Hardware-Efficient Preparation of Graph States on Near-Term Quantum Computers

Abstract

Highly entangled quantum states are an ingredient in numerous applications in quantum computing. However, preparing these highly entangled quantum states on currently available quantum computers at high fidelity is limited by ubiquitous errors. Besides improving the underlying technology of a quantum computer, the scale and fidelity of these entangled states in near-term quantum computers can be improved by specialized compilation methods. In this work, the compilation of quantum circuits for the preparation of highly entangled architecture-specific graph states is addressed by defining and solving a formal model. Our model incorporates information about gate cancellations, gate commutations, and accurate gate timing to determine an optimized graph state preparation circuit.
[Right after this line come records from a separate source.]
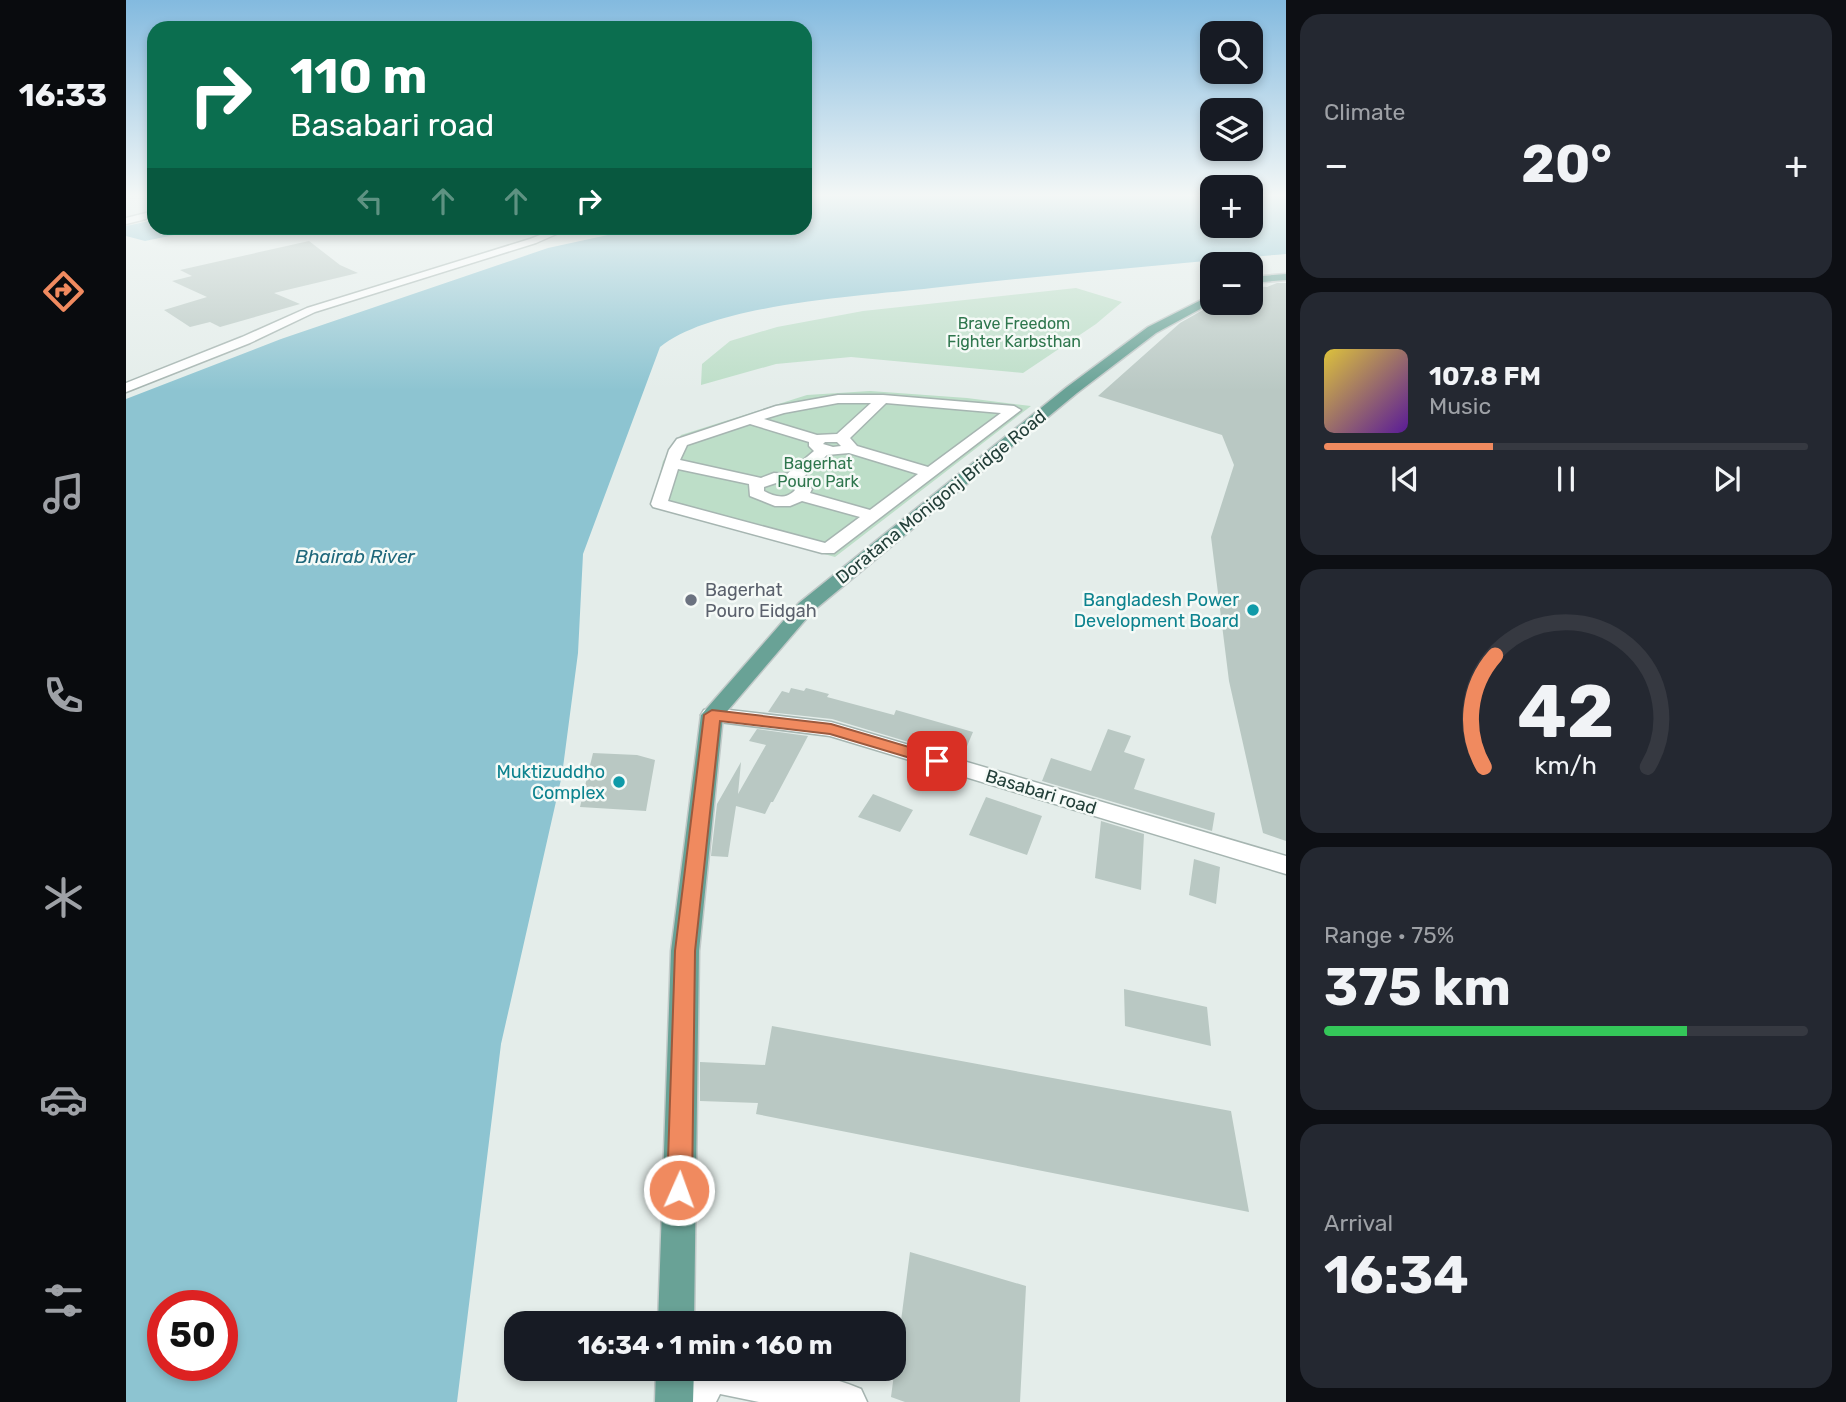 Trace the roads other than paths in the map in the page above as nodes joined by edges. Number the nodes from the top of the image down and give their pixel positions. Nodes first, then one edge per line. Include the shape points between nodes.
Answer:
1 (467, 260) edge
2 (1286, 276) edge
3 (1263, 279) edge
4 (1200, 305) edge
5 (126, 388) edge
6 (884, 399) junction
7 (748, 419) junction
8 (844, 443) junction
9 (821, 445) junction
10 (671, 463) junction
11 (931, 472) junction
12 (791, 479) junction
13 (760, 482) junction
14 (802, 495) junction
15 (768, 499) junction
16 (870, 515) junction
17 (738, 525) junction
18 (712, 715) junction
19 (1286, 865) edge
20 (676, 1311) edge
21 (675, 1381) edge
22 (674, 1402) edge
23 (696, 1402) edge
24 (848, 1402) edge

1 - 5 street via 311,310
2 - 3 main road
4 - 18 main road, Doratana Monigonj Bridge Road via 1153,330 1072,390 806,607
6 - 7 street via 805,403
6 - 8 street
6 - 11 street via 1014,410
7 - 9 street
7 - 10 street via 682,442
8 - 9 street via 828,437
8 - 11 street
9 - 12 street
10 - 13 street
10 - 17 street via 659,504
11 - 16 street
12 - 13 street
12 - 14 street via 802,485
13 - 15 street via 756,493
14 - 15 street via 786,501
14 - 16 street
15 - 17 street
16 - 17 street via 828,549
18 - 19 street, Basabari road via 831,729
18 - 20 main road via 685,951
21 - 22 main road
23 - 24 street via 710,1373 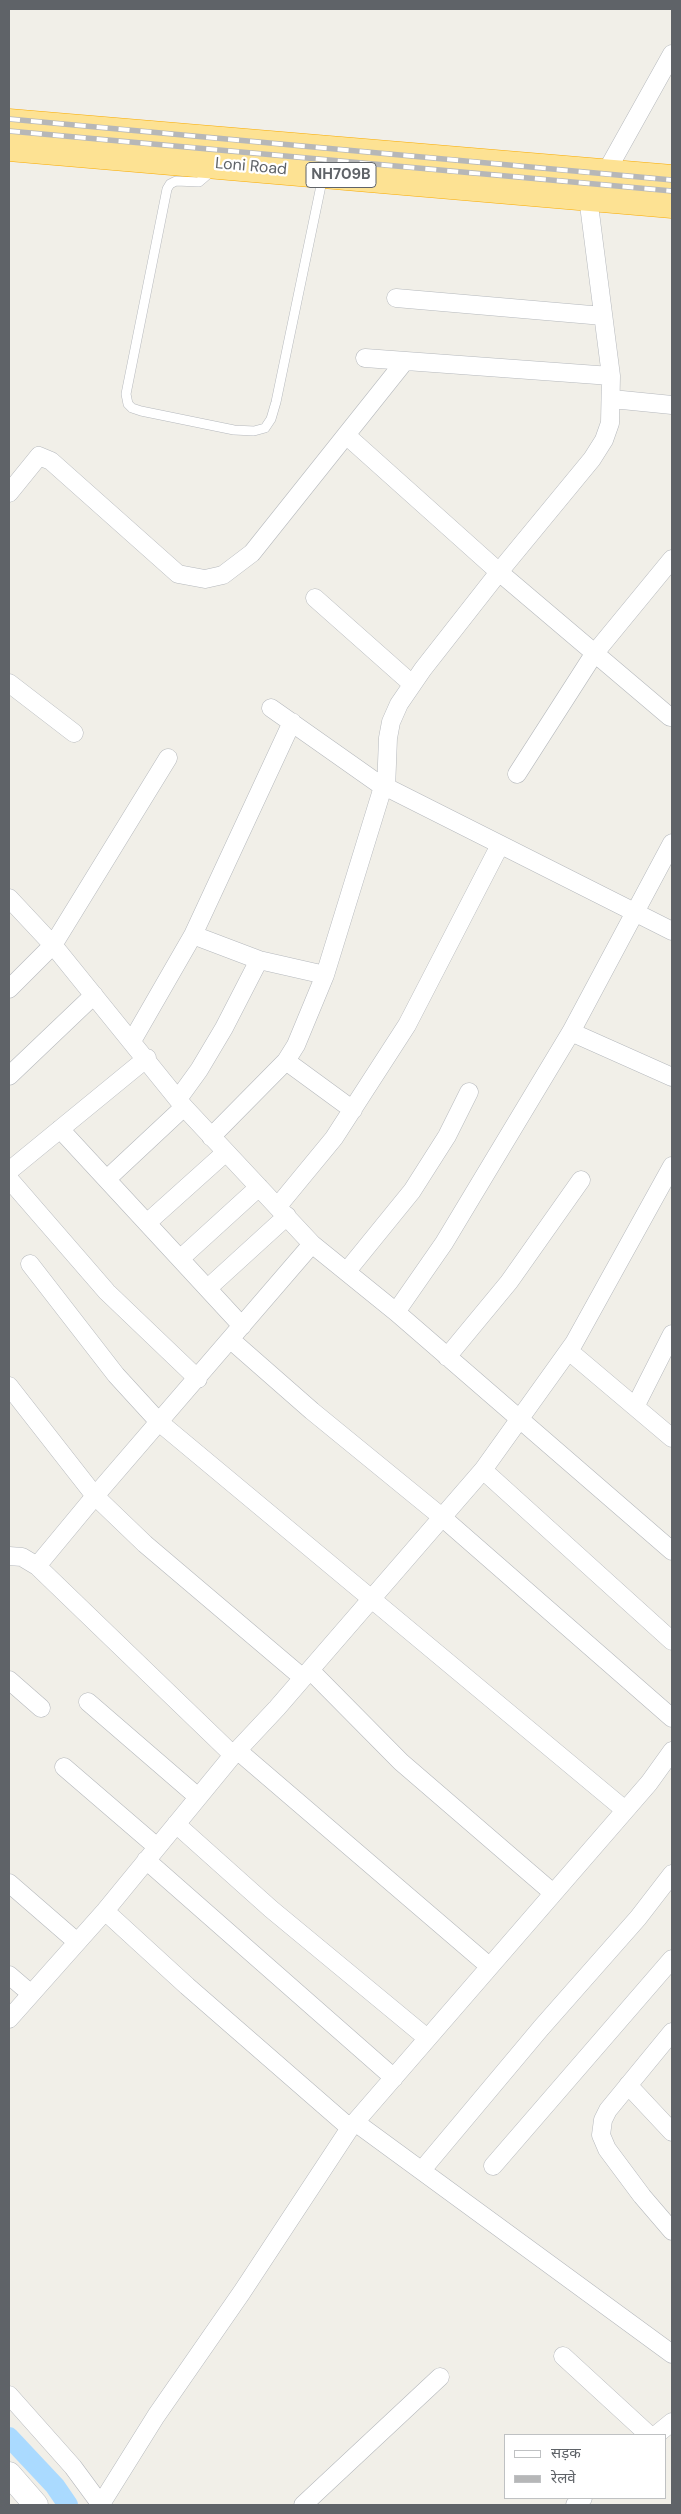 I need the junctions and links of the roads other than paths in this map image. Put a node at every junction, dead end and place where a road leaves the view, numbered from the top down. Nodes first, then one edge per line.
1 (672, 54) edge
2 (9, 123) edge
3 (9, 146) edge
4 (218, 165) junction
5 (324, 174) junction
6 (605, 174) junction
7 (672, 180) edge
8 (588, 197) junction
9 (672, 204) edge
10 (396, 298) dead end
11 (603, 316) junction
12 (365, 358) dead end
13 (405, 361) junction
14 (611, 376) junction
15 (612, 400) junction
16 (672, 405) edge
17 (346, 435) junction
18 (9, 493) edge
19 (672, 559) edge
20 (498, 572) junction
21 (315, 598) dead end
22 (594, 654) junction
23 (9, 683) edge
24 (412, 684) junction
25 (271, 708) dead end
26 (670, 717) dead end
27 (292, 722) junction
28 (74, 733) dead end
29 (168, 758) dead end
30 (517, 774) dead end
31 (386, 789) junction
32 (672, 843) edge
33 (500, 845) junction
34 (9, 898) edge
35 (635, 914) junction
36 (672, 931) edge
37 (193, 935) junction
38 (54, 945) junction
39 (258, 960) junction
40 (325, 975) junction
41 (9, 989) edge
42 (94, 995) junction
43 (571, 1032) junction
44 (132, 1041) junction
45 (147, 1058) junction
46 (286, 1060) junction
47 (9, 1076) edge
48 (672, 1077) edge
49 (469, 1092) dead end
50 (181, 1103) junction
51 (353, 1110) junction
52 (60, 1129) junction
53 (211, 1137) junction
54 (226, 1152) junction
55 (672, 1166) edge
56 (9, 1171) edge
57 (108, 1178) junction
58 (9, 1179) edge
59 (581, 1180) dead end
60 (259, 1187) junction
61 (282, 1211) junction
62 (148, 1222) junction
63 (312, 1244) junction
64 (181, 1258) junction
65 (30, 1264) dead end
66 (347, 1271) junction
67 (208, 1288) junction
68 (396, 1312) junction
69 (237, 1333) junction
70 (672, 1334) edge
71 (569, 1351) junction
72 (447, 1357) junction
73 (198, 1379) junction
74 (9, 1386) edge
75 (635, 1407) junction
76 (521, 1420) junction
77 (159, 1422) junction
78 (672, 1438) edge
79 (483, 1470) junction
80 (95, 1496) junction
81 (442, 1518) junction
82 (672, 1551) edge
83 (9, 1556) edge
84 (37, 1566) junction
85 (370, 1600) junction
86 (672, 1641) edge
87 (306, 1674) junction
88 (9, 1680) edge
89 (88, 1702) dead end
90 (41, 1708) dead end
91 (672, 1718) edge
92 (672, 1751) edge
93 (235, 1753) junction
94 (64, 1767) dead end
95 (198, 1797) junction
96 (625, 1810) junction
97 (176, 1824) junction
98 (151, 1854) junction
99 (672, 1874) edge
100 (9, 1883) edge
101 (554, 1893) junction
102 (105, 1911) junction
103 (77, 1942) junction
104 (672, 1959) edge
105 (489, 1966) junction
106 (9, 1975) edge
107 (30, 1993) junction
108 (9, 2019) edge
109 (672, 2032) edge
110 (427, 2038) junction
111 (394, 2078) junction
112 (628, 2085) junction
113 (352, 2125) junction
114 (672, 2132) edge
115 (493, 2166) dead end
116 (422, 2170) junction
117 (672, 2231) edge
118 (672, 2354) edge
119 (563, 2356) dead end
120 (440, 2377) dead end
121 (9, 2395) edge
122 (672, 2422) edge
123 (648, 2434) edge
124 (657, 2434) edge
125 (9, 2475) edge
126 (36, 2505) edge
127 (101, 2505) edge
128 (303, 2505) edge

1 - 6 street
2 - 6 highway, Loni Road / NH709B
3 - 4 highway, Loni Road / NH709B
4 - 5 highway, Loni Road / NH709B
4 - 5 lane
5 - 8 highway, Loni Road / NH709B
6 - 7 highway, Loni Road / NH709B
8 - 9 highway, Loni Road / NH709B
8 - 11 street
10 - 11 street
11 - 14 street
12 - 13 street
13 - 14 street
13 - 17 street
14 - 15 street
15 - 16 street
15 - 20 street
17 - 18 street
17 - 20 street
19 - 22 street
20 - 22 street
20 - 24 street
21 - 24 street
22 - 26 street
22 - 30 street
23 - 28 street
24 - 31 street
25 - 27 street
27 - 31 street
27 - 37 street
29 - 38 street
31 - 33 street
31 - 40 street
32 - 35 street
33 - 35 street
33 - 51 street
34 - 38 street
35 - 36 street
35 - 43 street
37 - 39 street
37 - 44 street
38 - 41 street
38 - 42 street
39 - 40 street
39 - 50 street
40 - 46 street
42 - 44 street
42 - 47 street
43 - 48 street
43 - 68 street
44 - 45 street
45 - 50 street
45 - 52 street
46 - 51 street
46 - 53 street
49 - 66 street
50 - 53 street
50 - 57 street
51 - 61 street
52 - 56 street
52 - 57 street
53 - 54 street
54 - 60 street
54 - 62 street
55 - 71 street
57 - 62 street
58 - 73 street
59 - 72 street
60 - 61 street
60 - 64 street
61 - 63 street
61 - 67 street
62 - 64 street
63 - 66 street
63 - 69 street
64 - 67 street
65 - 77 street
66 - 68 street
67 - 69 street
68 - 72 street
69 - 73 street
69 - 81 street
70 - 75 street
71 - 75 street
71 - 76 street
72 - 76 street
73 - 77 street
74 - 80 street
75 - 78 street
76 - 79 street
76 - 82 street
77 - 80 street
77 - 85 street
79 - 81 street
79 - 86 street
80 - 84 street
80 - 87 street
81 - 85 street
81 - 91 street
83 - 84 street
84 - 93 street
85 - 87 street
85 - 96 street
87 - 93 street
87 - 101 street
88 - 90 street
89 - 95 street
92 - 96 street
93 - 95 street
93 - 105 street
94 - 98 street
95 - 97 street
96 - 101 street
97 - 98 street
97 - 110 street
98 - 102 street
98 - 111 street
99 - 116 street
100 - 103 street
101 - 105 street
102 - 103 street
102 - 113 street
103 - 107 street
104 - 115 street
105 - 110 street
106 - 107 street
107 - 108 street
109 - 112 street
110 - 111 street
111 - 113 street
112 - 114 street
112 - 117 street
113 - 116 street
113 - 127 street
116 - 118 street
119 - 123 street
120 - 128 street
121 - 127 street
122 - 124 street
125 - 126 street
Up to now, these aspects have only been considered independently of each other, typically applied to arbitrary quantum circuits. We quantify the quality of a generated state by performing stabilizer measurements and determining its fidelity. We show that our new method reduces the error when preparing a seven-qubit graph state by 3.5x on average compared to the state-of-the-art Qiskit solution. For a linear eight-qubit graph state, the error is reduced by 6.4x on average. The presented results highlight the ability of our approach to prepare higher fidelity or larger-scale graph states on gate-based quantum computing hardware.